Presidential race a toss-up; Cooper and Cunningham lead

Published April 16, 2020

By Public Policy Polling

PPP’s newest North Carolina poll finds a toss up for President, a Senate race leaning in Cal Cunningham’s direction, and Roy Cooper’s position for reelection becoming increasingly strong.

Joe Biden leads Donald Trump 48-47 in the Presidential race. Fitting the pattern we’ve seen in most swing states the undecided voters are Democratic leaning- they voted for Hillary Clinton by 29 points and they support Cal Cunningham over Thom Tillis in the Senate race by 40 points. If they end up voting for President along those lines Biden would lead by 3 in the state.

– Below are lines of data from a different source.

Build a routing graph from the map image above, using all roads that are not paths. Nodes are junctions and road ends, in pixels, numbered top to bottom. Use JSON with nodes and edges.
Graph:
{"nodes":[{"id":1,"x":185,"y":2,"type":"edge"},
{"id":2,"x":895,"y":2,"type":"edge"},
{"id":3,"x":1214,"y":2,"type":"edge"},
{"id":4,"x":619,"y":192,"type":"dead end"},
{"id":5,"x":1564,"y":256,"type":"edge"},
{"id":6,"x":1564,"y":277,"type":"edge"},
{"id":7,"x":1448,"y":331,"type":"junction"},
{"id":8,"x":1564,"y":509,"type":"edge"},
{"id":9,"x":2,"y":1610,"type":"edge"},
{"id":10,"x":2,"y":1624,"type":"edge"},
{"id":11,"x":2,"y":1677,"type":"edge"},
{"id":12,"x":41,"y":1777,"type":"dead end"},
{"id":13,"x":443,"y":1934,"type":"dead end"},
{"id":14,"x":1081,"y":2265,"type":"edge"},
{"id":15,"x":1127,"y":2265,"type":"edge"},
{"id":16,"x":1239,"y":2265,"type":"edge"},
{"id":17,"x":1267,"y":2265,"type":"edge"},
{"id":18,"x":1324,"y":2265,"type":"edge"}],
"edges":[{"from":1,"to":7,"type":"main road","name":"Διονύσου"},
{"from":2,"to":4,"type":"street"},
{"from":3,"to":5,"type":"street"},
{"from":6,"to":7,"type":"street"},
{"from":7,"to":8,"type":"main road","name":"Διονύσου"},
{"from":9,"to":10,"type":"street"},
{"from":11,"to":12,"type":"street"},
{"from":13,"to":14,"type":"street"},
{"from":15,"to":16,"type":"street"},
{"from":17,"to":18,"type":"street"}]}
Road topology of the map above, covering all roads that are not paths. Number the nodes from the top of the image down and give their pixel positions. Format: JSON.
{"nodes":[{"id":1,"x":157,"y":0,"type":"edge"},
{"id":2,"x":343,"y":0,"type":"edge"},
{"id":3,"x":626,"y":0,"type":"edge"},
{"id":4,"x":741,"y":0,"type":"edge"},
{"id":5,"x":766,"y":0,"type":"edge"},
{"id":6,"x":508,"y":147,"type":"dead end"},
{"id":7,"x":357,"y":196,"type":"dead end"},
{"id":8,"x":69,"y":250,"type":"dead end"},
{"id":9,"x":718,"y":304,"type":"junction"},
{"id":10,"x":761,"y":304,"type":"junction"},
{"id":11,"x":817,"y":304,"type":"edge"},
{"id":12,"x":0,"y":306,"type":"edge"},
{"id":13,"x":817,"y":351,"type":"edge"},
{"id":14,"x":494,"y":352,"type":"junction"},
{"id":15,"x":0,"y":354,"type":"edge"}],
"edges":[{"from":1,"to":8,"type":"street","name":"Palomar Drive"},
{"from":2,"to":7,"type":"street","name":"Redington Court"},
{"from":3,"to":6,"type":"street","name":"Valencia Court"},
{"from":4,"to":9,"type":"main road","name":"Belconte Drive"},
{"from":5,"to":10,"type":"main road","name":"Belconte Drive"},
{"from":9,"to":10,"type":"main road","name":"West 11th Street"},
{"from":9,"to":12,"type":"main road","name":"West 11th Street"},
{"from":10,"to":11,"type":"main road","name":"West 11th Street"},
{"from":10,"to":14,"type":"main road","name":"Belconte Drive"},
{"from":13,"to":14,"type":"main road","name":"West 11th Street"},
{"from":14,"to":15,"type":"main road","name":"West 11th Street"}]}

But they’re not sold on him yet and he and his allies will need to continue working to win them over.

In the Senate race Cal Cunningham leads Thom Tillis 47-40, little changed from PPP’s last poll of the race in February when Cunningham led Tillis 46-41. Cunningham’s advantage with critical independent voters is 17 points at 49/32.

The results reflect Democratic leaning voters being more unified around Cunningham than Republican leaning ones are around Tillis- 88% of Clinton voters support Cunningham to 77% of Trump voters for Tillis. That also means Tillis has more room to grow though- the undecideds for Senate support Trump over Biden by 18 points. Assuming most of those folks end up voting for Tillis whether they love him or not, the race should tighten.

In the Governor’s race Roy Cooper leads Dan Forest by 14 points at 50-36. That represents quite a shift from PPP’s last publicly released poll of the race in June which found Cooper up by just 4 points at 45-41.

Cooper’s gain reflects a strong feeling from North Carolinians that the state has handled the coronavirus correctly- and much better than the federal government. 69% think the state’s response has been ‘about right,’ to only 15% who think it’s overreacted and 11% who believe it’s underreacted. By contrast a plurality of voters- 44%- think the federal government has underreacted to 42% who think its response has been about right and 11% who think it’s overreacted.

PPP interviewed 1,318 North Carolina voters on April 14th and 15th. The margin of error is +/-2.7% and the full results are here.